Limited links can be made between the functional movement screening used in previous studies, and the pre-employment physical capacity testing undertaken by Victorian paramedics. The use of push-ups as an assessment of upper extremity strength is seen in both the Legge et al. study and the pre-employment physical capacity test for Victorian paramedics [12, 32]. Unlike the pre-employment physical capacity test adopted by Ambulance Victoria, the FMS utilized in the studies of Kiesel et al., Peate et al., and O’Connor et al. neglects to assess cardiovascular fitness, instead focusing on joint functionality and mobility [11, 31]. In contrast, the Pre-Employment Functional assessment used by Legge et al. utilize an aerobic fitness test and reaching forward test that are arguably comparable to the assessment of cardiovascular fitness and sit and reach utilized in the pre-employment physical capacity test for Victorian paramedics [12].
Conclusion
Although some studies have investigated pre-employment testing of various aspects of fitness and strength and its link to the risk of injury, many have limitations in their design and methodology that inhibit the generalisability of their findings. Of those studies that have attempted to investigate the link to occurrence (or risk) of musculoskeletal injury, none have utilised a comparable method of pre-employment testing for paramedics.

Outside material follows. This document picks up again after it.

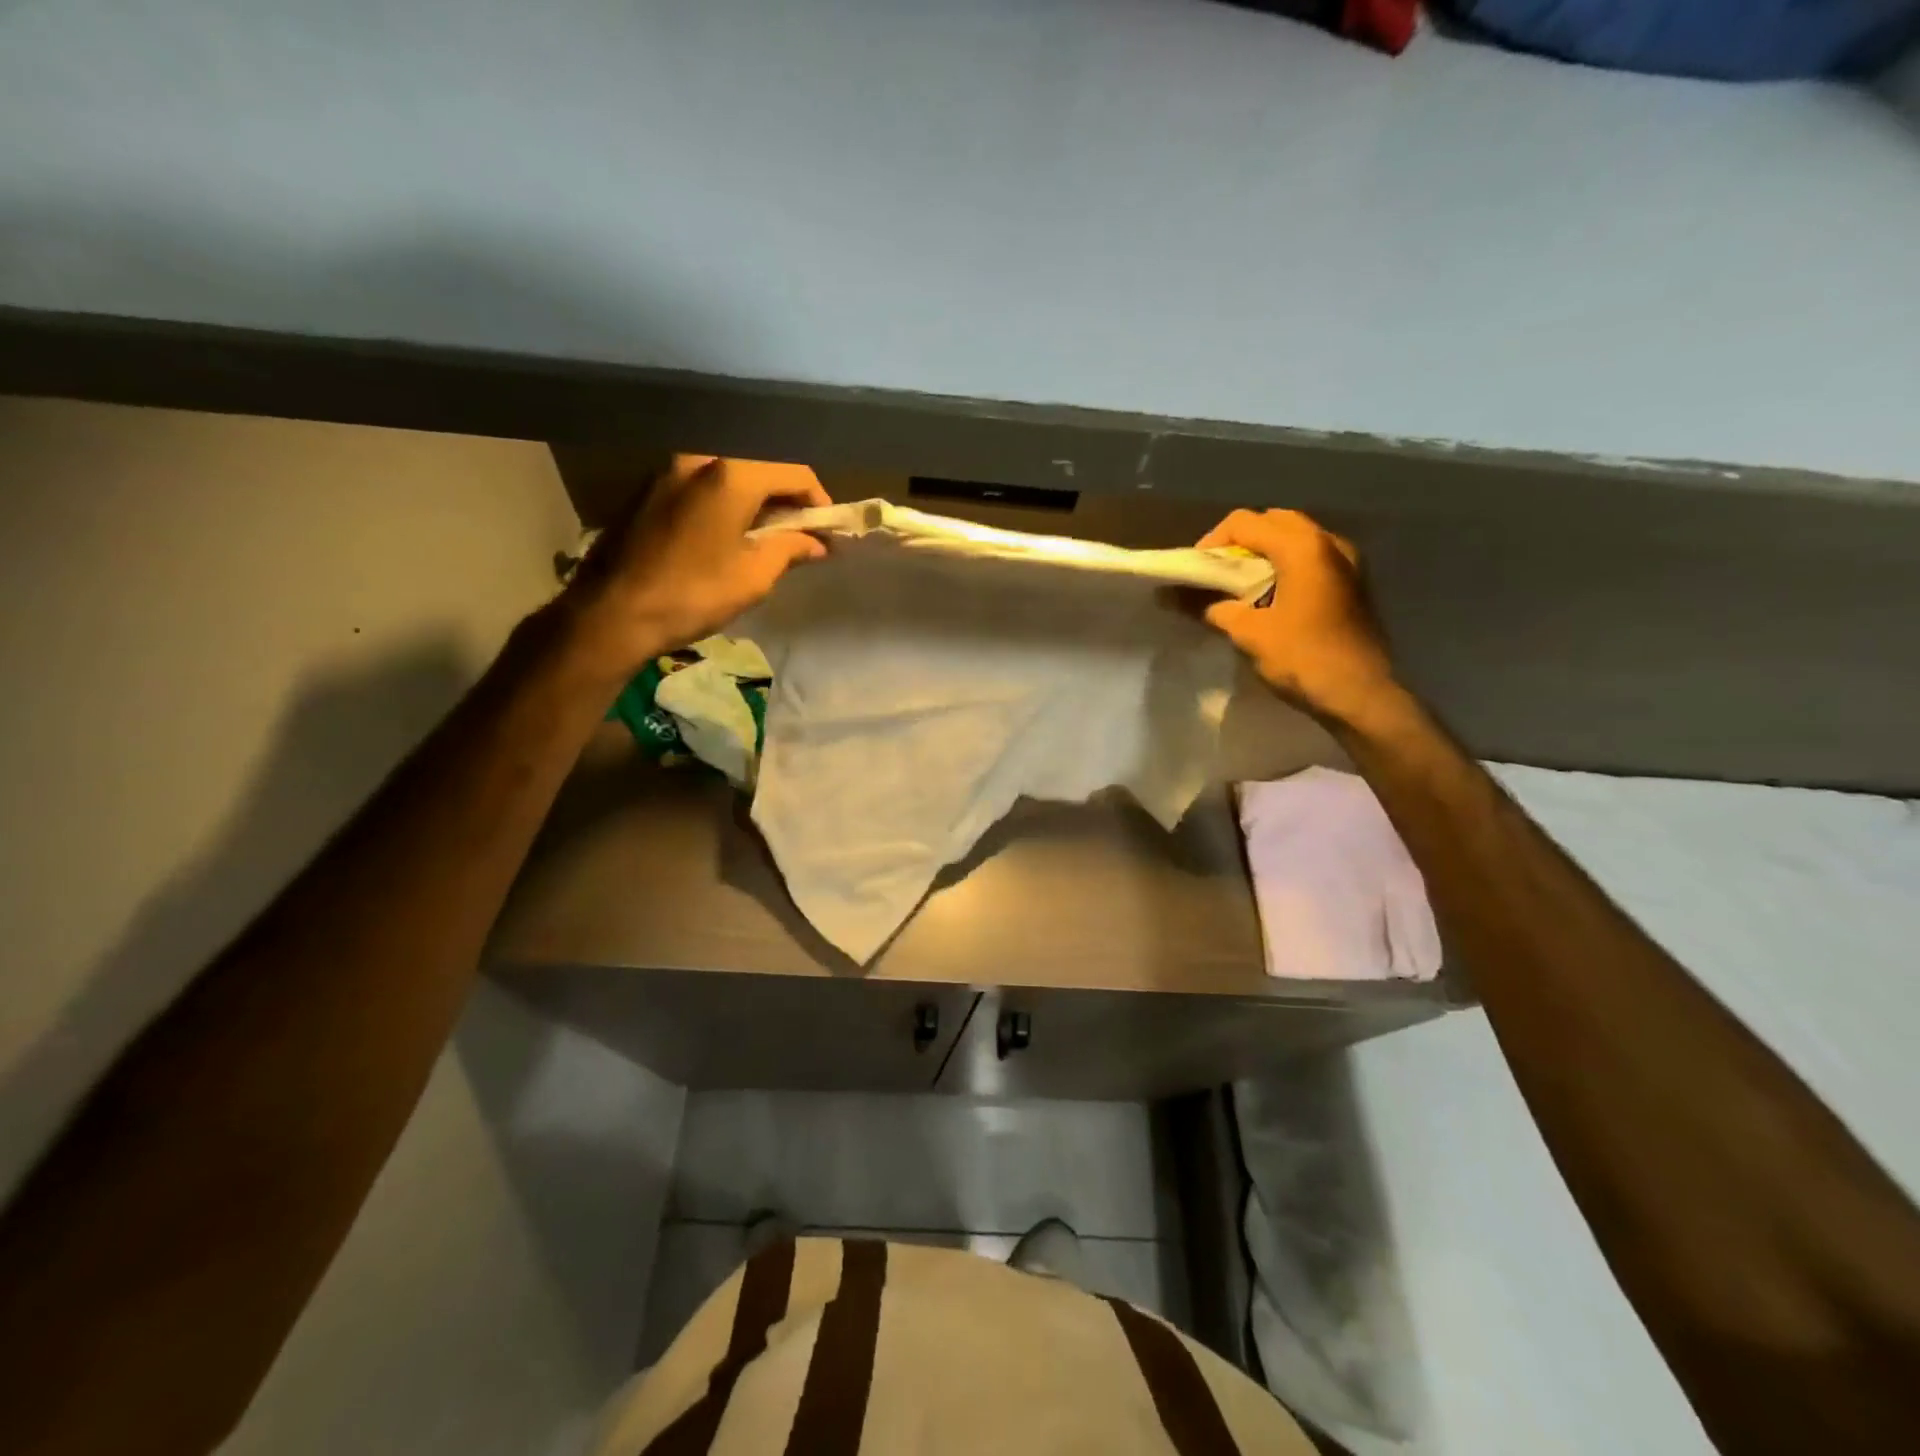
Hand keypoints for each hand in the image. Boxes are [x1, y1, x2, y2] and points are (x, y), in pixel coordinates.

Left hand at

Finally, the participant populations within these studies, and the occupations under investigation, have disparate demographics with regard to the paramedic population, whose injury rates are high. To date, no study has investigated the relationship between pre-employment physical capacity testing scores and occurrence of musculoskeletal injuries in paramedics, nor whether there is an association between participant factors such as age, gender and physical capacity testing scores with the type of musculoskeletal injury that occurs when a paramedic is injured. With injury rates reported as being seven times higher in paramedics than the Australian national average, the potential for a relationship between pre-employment testing and subsequent injury warrants further investigation [7].
Conflict of interest
The authors have no conflict of interest to report.